My sister and I were kidnapped by my baby sitter. In 1974, at the age of 4, I was forced to live like a fugitive on the run, from cheap motel to cheap motel – sometimes sleeping in cars. I endured extreme abuse and neglect during my entire childhood. I only went to school for a few months or weeks at a time, till we would go on the run again.
I was able to get away when I was 12. My kidnapper died in 1986, when I was 16. I had a very difficult time adjusting to the normal world.
Amanda, Gina and Michelle, it is so wonderful that all of you are alive and survived your ordeal. You are very courageous. My heart is with you all. Hearing about your story, I felt it was important to share with you my journey to healing and recovery from kidnapping.
It is important that you know that you are not alone. You have the love and support of your families, your community and other kidnapping victims who were rescued or escaped. You are all survivors, and you will continue to survive.
It’s been nearly 40 years since the kidnapping, and I am still healing. It will be my lifetime work. I was diagnosed with severe Post Traumatic Stress Disorder and anxiety and have learned to manage my disorders with acupuncture and Chinese herbs, which help calm my nervous system after the trauma my body has endured.
Yoga helps tame my mind by using my breath to find peace and calm after many years of trauma. I also went to the Jaycee Dugard foundation for intensive reunification healing with my family last summer in 2012.
I am learning how to function in society again and most important, learning how to live again. I went back to college and should graduate in 2014.
I offer you hope on this next part of your life journey. It will not be easy, but you can overcome and even thrive. My prayers are with you and your families as you come through this horrible ordeal. I will never forget what happened to me and will never understand how or why this it had to happen – but I cannot change the past, so I must keep going forward.
During my kidnapping, I lost my entire identity and couldn’t remember my real name. I wanted to know who I really was and where my parents were. I contacted attorney Gloria Allred, and we decided to go to the media to tell my story in the hope that my parents would contact me.
That is exactly what happened. “Dateline NBC” aired my story in 2011, and 37 years after my kidnapping, my real mother found me by seeing me on the show. It was a miracle. Despite being my biological mother, she had to formally adopt me.

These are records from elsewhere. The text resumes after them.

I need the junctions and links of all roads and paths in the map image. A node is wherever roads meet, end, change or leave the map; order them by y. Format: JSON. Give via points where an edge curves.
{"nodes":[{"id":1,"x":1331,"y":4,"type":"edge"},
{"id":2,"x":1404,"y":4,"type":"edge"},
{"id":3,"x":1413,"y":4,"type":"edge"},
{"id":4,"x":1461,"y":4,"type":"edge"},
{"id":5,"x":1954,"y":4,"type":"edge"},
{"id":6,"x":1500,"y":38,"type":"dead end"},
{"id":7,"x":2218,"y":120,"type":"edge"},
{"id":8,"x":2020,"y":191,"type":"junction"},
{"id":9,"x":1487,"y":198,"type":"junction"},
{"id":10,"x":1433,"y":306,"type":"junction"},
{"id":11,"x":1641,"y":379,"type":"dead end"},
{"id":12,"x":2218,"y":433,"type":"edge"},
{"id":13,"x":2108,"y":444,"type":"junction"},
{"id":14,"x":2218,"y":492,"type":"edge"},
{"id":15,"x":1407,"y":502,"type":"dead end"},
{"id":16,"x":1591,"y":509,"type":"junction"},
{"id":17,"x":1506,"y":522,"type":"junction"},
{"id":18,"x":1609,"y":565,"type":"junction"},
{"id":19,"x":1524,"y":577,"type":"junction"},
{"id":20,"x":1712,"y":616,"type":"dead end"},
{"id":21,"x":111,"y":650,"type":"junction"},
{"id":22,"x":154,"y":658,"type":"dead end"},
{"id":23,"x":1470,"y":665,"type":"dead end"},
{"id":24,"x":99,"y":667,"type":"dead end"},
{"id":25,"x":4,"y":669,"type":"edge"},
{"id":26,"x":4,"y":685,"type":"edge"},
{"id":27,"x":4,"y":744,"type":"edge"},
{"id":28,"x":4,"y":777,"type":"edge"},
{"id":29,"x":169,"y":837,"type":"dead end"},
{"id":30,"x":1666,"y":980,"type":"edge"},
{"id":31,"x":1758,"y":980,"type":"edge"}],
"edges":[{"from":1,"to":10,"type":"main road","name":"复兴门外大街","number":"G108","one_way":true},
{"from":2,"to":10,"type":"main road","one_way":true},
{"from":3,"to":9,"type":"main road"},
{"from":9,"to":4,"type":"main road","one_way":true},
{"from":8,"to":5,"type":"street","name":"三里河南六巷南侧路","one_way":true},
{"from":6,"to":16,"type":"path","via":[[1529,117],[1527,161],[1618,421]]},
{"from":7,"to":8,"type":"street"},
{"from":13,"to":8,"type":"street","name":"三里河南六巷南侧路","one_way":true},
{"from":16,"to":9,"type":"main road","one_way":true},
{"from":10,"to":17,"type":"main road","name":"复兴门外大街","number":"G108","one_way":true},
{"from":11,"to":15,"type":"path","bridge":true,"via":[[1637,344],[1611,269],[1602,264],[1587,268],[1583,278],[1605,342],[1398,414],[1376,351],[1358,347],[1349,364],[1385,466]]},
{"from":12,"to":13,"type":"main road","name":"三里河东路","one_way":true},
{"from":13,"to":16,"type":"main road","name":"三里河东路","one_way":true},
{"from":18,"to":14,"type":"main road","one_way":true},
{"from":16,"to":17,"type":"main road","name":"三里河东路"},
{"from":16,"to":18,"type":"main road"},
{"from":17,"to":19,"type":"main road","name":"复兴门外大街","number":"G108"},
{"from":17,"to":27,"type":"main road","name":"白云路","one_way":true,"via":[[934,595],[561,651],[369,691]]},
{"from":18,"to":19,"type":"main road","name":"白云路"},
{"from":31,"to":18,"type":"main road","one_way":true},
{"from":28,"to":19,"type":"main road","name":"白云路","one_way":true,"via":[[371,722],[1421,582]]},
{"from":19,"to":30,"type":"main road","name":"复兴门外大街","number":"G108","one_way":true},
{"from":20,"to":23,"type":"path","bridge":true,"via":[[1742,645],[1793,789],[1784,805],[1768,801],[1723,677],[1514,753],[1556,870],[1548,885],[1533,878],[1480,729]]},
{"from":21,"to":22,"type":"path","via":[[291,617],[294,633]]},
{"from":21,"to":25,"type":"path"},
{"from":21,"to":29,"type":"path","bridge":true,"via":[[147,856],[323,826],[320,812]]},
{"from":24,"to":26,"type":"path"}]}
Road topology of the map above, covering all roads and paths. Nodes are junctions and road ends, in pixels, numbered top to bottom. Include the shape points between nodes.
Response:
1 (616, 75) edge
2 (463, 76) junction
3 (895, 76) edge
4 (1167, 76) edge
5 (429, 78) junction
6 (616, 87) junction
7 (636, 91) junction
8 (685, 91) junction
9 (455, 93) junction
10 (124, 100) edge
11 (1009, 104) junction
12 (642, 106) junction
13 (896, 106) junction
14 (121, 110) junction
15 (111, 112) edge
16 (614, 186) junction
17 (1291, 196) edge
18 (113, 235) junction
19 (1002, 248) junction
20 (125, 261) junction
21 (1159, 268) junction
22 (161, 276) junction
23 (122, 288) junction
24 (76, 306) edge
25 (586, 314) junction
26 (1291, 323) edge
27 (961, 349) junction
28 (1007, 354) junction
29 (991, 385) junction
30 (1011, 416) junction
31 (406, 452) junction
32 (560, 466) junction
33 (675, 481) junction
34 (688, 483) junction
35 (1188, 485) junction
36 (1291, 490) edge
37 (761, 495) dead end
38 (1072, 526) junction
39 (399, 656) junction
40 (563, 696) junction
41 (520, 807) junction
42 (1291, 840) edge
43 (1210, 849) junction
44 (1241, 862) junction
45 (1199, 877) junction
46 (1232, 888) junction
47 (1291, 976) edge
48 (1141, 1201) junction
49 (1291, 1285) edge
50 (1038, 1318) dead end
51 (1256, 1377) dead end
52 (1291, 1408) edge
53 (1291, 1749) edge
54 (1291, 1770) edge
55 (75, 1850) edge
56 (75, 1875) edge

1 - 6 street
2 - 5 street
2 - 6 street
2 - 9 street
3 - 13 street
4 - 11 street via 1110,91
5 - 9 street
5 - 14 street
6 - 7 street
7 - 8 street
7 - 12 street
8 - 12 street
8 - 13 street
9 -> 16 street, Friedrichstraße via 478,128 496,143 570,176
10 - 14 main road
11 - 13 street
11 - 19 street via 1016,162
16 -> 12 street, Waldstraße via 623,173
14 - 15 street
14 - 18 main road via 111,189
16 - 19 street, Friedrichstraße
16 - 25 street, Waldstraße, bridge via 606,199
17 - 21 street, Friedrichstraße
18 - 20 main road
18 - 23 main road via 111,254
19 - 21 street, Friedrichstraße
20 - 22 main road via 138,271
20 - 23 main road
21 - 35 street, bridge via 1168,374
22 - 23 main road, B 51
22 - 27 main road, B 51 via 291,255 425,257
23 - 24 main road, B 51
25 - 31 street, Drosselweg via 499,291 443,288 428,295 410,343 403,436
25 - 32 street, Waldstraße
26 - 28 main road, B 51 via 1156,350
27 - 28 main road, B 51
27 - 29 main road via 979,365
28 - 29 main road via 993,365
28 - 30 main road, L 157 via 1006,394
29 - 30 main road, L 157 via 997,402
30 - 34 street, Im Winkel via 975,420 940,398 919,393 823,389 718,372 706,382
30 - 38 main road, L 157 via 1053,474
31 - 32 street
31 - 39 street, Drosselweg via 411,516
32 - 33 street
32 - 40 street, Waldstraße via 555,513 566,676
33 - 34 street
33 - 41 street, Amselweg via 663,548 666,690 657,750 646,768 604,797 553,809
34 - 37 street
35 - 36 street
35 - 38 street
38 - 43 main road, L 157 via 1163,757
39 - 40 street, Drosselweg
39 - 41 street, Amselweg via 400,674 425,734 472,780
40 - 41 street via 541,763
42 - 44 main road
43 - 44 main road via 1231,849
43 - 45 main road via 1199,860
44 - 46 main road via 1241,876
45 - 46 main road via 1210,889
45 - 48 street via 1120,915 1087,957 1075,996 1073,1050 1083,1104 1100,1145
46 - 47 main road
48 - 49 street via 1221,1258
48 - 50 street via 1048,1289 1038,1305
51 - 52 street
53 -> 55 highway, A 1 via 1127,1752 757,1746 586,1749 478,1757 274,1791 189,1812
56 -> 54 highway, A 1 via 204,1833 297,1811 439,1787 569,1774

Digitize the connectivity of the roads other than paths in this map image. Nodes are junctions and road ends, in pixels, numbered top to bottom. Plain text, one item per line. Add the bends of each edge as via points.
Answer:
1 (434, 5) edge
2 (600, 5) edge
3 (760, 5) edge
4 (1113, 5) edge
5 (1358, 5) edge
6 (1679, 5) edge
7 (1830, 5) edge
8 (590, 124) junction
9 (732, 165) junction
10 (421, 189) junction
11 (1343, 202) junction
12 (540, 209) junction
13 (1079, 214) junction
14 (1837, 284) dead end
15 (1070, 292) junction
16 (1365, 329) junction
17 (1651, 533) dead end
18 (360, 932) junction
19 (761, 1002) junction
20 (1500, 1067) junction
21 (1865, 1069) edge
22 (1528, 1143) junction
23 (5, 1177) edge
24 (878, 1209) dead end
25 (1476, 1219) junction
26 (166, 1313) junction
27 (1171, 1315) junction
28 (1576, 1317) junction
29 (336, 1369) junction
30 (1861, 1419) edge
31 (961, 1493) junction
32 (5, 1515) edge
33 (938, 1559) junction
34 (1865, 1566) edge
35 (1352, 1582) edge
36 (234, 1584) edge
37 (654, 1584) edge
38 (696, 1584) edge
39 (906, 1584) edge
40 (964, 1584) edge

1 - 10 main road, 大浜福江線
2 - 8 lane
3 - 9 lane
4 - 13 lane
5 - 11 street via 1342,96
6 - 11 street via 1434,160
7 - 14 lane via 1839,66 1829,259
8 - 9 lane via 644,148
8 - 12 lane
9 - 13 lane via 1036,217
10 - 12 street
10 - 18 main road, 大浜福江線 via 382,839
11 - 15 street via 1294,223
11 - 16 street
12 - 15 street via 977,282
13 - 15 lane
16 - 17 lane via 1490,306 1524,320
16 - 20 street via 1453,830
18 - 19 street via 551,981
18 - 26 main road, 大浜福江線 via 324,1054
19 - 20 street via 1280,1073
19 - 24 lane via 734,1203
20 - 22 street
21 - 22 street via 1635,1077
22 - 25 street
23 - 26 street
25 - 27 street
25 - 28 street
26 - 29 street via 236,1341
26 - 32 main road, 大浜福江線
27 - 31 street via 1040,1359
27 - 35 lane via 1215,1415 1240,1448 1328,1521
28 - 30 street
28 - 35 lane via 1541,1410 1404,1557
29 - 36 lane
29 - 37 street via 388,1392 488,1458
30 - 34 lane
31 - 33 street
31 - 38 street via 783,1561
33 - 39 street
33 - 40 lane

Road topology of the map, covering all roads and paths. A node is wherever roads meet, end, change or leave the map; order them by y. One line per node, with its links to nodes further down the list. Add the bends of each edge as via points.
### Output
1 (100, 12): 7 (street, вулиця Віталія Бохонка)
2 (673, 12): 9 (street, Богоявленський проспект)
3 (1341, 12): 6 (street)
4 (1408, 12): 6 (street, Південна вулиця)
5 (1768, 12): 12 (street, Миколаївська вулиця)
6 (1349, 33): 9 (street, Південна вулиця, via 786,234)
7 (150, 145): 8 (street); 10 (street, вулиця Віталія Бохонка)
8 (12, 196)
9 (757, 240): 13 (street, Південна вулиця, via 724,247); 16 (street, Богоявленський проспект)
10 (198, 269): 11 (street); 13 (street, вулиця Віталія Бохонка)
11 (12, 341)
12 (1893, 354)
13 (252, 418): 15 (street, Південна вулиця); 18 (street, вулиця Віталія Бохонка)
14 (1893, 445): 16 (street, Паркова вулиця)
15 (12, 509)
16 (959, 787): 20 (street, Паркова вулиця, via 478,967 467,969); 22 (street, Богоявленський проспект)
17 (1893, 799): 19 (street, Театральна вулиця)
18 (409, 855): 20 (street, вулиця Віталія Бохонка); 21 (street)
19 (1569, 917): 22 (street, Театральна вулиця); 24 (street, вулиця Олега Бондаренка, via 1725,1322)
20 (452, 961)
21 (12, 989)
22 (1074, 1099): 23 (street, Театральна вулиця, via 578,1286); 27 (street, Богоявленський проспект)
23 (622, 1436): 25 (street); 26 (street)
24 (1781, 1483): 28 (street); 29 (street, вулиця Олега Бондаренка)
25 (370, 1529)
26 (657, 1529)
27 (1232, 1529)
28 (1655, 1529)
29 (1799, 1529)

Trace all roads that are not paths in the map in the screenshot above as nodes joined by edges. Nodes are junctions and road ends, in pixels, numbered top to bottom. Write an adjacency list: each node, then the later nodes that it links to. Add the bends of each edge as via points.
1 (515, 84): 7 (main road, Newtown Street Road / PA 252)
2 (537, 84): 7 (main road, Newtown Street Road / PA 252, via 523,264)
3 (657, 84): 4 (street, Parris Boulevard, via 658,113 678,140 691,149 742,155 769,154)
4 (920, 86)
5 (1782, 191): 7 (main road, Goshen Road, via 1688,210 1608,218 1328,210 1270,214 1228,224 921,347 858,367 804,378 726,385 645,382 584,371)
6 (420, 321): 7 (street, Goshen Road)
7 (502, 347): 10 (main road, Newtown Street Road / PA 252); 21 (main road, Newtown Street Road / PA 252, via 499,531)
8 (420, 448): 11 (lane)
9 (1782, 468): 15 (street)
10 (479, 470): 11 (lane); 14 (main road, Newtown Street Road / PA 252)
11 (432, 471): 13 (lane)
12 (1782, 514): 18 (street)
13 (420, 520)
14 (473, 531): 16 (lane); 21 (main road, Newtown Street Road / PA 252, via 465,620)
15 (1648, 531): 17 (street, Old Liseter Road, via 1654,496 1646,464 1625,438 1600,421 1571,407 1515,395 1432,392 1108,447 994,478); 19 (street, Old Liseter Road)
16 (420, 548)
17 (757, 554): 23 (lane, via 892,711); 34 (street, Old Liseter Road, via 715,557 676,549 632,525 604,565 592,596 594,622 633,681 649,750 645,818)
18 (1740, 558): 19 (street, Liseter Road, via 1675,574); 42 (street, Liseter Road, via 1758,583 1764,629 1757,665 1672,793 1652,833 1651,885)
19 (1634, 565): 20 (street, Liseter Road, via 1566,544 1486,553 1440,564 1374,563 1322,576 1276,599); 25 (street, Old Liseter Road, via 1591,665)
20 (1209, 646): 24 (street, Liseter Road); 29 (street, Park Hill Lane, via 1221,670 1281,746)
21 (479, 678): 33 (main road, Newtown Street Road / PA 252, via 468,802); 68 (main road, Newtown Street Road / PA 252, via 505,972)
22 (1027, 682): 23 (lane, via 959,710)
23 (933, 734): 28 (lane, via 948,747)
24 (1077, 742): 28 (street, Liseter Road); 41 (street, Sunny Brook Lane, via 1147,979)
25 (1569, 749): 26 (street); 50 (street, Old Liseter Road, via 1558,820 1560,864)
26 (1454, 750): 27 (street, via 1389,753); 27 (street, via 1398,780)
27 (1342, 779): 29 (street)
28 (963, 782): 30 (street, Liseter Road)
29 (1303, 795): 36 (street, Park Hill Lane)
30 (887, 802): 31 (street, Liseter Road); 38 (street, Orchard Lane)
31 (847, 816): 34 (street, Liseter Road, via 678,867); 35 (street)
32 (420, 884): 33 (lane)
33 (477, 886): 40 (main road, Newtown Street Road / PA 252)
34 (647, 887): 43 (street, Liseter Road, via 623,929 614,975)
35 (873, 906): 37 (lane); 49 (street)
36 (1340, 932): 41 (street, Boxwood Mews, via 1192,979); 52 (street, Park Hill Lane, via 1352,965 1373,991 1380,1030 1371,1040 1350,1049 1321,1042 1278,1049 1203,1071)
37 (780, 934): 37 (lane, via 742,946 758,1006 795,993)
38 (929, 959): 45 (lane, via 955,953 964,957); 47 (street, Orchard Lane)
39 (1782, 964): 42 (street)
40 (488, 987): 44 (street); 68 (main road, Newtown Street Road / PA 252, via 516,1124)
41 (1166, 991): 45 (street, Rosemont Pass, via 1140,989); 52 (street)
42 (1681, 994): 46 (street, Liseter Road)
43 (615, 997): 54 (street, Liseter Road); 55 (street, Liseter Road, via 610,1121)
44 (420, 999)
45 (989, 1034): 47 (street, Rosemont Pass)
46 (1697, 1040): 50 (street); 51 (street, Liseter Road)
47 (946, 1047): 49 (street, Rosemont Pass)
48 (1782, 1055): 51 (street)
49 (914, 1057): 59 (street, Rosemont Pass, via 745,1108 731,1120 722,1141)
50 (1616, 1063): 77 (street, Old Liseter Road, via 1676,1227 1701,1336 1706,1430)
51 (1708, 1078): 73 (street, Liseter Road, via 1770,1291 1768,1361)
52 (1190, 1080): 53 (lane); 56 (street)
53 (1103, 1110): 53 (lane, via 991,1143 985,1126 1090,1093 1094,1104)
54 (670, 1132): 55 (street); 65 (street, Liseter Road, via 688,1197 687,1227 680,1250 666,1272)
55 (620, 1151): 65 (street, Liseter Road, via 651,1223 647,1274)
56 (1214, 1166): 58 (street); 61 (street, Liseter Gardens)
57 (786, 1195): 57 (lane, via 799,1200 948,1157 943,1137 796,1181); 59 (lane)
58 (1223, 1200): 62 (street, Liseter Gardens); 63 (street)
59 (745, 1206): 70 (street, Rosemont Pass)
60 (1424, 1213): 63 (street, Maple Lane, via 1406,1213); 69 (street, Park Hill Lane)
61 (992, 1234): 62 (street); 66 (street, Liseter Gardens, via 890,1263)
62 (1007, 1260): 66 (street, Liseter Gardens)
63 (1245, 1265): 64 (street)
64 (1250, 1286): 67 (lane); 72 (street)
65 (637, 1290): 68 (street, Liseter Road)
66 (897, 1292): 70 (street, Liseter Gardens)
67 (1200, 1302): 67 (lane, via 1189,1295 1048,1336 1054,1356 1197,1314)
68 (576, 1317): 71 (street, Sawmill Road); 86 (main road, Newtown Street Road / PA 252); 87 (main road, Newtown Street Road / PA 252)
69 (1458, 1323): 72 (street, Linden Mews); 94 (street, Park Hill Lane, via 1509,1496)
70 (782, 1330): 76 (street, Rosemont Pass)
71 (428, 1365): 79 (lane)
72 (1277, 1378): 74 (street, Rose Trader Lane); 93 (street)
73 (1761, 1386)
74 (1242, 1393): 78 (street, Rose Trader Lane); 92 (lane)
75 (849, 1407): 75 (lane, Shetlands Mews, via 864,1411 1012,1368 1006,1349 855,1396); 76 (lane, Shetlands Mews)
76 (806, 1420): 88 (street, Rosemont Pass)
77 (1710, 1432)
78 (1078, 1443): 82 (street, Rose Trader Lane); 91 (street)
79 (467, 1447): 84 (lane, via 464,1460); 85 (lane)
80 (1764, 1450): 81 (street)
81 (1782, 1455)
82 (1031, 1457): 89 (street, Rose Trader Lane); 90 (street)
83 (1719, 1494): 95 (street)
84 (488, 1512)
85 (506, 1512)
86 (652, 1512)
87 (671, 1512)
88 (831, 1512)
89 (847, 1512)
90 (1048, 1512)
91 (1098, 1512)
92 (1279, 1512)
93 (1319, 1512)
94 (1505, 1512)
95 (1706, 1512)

I believe I survived for a reason, in order to keep telling my story and document my own personal healing process. The healing process has been difficult but not impossible. Sometimes the transition from captivity to freedom can be almost as difficult as the transition from freedom to captivity. That certainly was the case for me.
I am truly grateful to be alive and to be able to share with you. I hope it helps. As you continue to come through your ordeal, just remember to take one day, one hour, one breath at a time. You strong, brave women are in my thoughts and prayers.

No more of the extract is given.